Alaska Harbor Build Gets Nod Despite Marine Mammal Disturbances
Published Date: 1/9/2026
Notice
Summary
The City & Borough of Yakutat got permission to do construction on their Small Boat Harbor in Alaska, which might accidentally bother some marine mammals nearby. This okay lasts for one year starting January 6, 2026, and includes rules to keep the impact on animals as low as possible. The project helps improve the harbor while protecting local wildlife and respecting subsistence needs.
Analyzed Economic Effects
4 provisions identified: 2 benefits, 2 costs, 0 mixed.
Harbor Replacement Keeps Services Running
The Yakutat Small Boat Harbor replacement will improve accessibility and public safety and will continue to provide the current level of public service and vessel mooring in Yakutat, Alaska. The project replaces 60-year-old infrastructure to maintain harbor services for local boaters and the community.
Construction Limited to ~54 Days Over One Year
In-water pile driving is limited to approximately 54 non-consecutive days over the course of 1 year under the IHA, which is effective no later than January 6, 2026 for one year. That schedule constrains when contractors and local businesses can perform in-water work.
Mandatory Mitigation Means Work Delays/Costs
The IHA requires mitigation that can slow or stop work: pre-start monitoring for 30 minutes, monitoring through 30 minutes post-completion, use of protected species observers (PSOs), a soft-start protocol for impact driving (three reduced-energy strikes, 30-second wait, then two reduced-energy sets), 10 m shutdown for non-pile activities, and a 15-minute no-restart period after sightings. Work must stop if marine mammals enter shutdown zones.
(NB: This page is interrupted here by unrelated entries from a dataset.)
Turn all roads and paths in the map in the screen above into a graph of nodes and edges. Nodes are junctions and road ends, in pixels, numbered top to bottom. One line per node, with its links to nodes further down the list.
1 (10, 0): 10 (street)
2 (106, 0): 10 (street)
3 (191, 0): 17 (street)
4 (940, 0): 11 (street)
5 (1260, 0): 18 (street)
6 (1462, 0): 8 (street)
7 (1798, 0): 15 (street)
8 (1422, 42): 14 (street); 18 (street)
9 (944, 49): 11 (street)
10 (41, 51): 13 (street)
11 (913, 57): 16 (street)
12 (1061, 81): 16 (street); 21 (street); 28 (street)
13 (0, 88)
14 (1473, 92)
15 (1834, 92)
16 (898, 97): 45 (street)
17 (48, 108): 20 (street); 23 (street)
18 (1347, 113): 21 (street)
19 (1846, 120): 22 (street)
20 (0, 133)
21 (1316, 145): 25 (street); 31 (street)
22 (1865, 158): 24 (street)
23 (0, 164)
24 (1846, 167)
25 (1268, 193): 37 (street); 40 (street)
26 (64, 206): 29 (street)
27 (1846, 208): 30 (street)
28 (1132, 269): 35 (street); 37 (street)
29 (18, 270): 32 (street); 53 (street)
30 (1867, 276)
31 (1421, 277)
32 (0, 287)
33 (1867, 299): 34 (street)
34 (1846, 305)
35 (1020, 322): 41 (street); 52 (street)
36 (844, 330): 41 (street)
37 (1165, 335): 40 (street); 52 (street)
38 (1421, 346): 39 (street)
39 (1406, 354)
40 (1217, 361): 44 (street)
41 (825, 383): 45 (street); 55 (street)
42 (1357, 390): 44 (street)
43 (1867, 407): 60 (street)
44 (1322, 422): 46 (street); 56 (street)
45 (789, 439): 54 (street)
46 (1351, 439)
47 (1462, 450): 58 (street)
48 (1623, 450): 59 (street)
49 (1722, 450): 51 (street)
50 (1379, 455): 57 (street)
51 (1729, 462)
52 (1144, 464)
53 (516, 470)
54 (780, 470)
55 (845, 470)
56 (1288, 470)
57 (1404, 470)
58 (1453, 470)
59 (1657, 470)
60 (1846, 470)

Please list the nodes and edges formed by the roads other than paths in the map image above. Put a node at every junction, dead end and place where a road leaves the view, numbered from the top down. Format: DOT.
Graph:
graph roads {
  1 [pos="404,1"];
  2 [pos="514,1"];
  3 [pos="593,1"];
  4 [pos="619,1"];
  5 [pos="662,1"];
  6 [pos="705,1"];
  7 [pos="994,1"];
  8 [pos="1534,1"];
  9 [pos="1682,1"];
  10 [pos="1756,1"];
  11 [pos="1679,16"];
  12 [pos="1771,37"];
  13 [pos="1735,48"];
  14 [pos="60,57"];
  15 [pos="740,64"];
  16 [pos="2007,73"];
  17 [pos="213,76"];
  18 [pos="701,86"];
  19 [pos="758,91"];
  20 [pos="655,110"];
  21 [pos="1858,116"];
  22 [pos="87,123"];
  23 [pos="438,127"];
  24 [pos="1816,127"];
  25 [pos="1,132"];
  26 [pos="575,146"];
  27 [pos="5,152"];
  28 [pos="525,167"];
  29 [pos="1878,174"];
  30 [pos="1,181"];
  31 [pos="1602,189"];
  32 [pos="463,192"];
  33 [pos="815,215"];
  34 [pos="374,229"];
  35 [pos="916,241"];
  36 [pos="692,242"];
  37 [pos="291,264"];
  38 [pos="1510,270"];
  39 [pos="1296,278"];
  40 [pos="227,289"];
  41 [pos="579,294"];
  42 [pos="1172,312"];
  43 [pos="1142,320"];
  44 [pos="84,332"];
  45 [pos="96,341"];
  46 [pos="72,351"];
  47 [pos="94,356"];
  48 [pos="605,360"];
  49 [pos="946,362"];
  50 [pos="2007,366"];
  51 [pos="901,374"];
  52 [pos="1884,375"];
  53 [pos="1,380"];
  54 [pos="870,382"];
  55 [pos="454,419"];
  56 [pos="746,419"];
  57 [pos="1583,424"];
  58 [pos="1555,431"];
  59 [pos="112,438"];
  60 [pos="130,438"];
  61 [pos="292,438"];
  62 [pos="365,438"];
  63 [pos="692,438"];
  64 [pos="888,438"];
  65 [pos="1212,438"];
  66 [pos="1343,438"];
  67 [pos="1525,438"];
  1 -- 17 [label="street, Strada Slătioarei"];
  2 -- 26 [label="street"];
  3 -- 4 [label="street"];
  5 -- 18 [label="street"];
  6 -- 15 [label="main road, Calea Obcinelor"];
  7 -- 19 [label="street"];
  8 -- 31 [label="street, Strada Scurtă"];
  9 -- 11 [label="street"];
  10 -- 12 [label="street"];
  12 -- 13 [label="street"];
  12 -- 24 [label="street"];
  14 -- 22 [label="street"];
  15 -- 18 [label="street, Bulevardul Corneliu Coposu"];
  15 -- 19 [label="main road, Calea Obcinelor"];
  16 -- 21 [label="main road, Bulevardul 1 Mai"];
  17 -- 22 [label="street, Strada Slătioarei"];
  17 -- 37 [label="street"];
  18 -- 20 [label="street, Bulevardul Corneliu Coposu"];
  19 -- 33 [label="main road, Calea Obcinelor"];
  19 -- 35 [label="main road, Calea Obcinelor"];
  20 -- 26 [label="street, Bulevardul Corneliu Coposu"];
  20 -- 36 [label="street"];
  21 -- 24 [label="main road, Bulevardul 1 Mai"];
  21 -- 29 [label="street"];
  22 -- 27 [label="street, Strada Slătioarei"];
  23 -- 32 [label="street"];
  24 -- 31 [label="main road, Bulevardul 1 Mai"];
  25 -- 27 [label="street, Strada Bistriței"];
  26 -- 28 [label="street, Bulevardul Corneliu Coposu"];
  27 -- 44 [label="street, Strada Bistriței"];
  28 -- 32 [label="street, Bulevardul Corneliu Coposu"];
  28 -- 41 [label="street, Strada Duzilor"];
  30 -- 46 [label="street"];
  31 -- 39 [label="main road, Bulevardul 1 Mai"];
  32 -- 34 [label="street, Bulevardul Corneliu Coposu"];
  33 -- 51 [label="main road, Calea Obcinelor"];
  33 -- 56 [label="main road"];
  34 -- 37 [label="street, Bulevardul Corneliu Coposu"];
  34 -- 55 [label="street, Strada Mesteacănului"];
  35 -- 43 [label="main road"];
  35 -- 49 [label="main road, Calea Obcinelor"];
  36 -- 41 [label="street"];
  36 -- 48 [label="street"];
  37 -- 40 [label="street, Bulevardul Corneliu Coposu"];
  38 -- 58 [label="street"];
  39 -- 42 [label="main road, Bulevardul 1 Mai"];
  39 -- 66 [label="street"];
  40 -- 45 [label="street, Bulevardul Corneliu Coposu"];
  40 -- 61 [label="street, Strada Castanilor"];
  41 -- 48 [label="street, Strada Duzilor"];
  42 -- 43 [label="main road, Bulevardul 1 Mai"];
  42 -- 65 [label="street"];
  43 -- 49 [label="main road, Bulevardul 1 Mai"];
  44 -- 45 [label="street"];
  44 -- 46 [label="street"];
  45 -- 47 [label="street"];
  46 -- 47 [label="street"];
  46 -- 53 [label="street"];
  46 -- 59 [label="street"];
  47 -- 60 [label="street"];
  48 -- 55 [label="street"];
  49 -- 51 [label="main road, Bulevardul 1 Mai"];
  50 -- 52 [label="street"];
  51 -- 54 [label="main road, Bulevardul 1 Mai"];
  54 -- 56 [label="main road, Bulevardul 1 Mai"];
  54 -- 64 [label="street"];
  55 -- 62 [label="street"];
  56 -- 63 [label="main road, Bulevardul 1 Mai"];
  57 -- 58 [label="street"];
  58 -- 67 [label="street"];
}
Marine Mammal Take Authorized With Protections
NMFS authorized incidental take of nine marine mammal species (across 13 managed stocks) by mostly Level B harassment and a subset Level A harassment during the project, and concluded no serious injury or mortality is expected. NMFS also required that the taking not have an unmitigable adverse impact on the availability of these species for subsistence uses.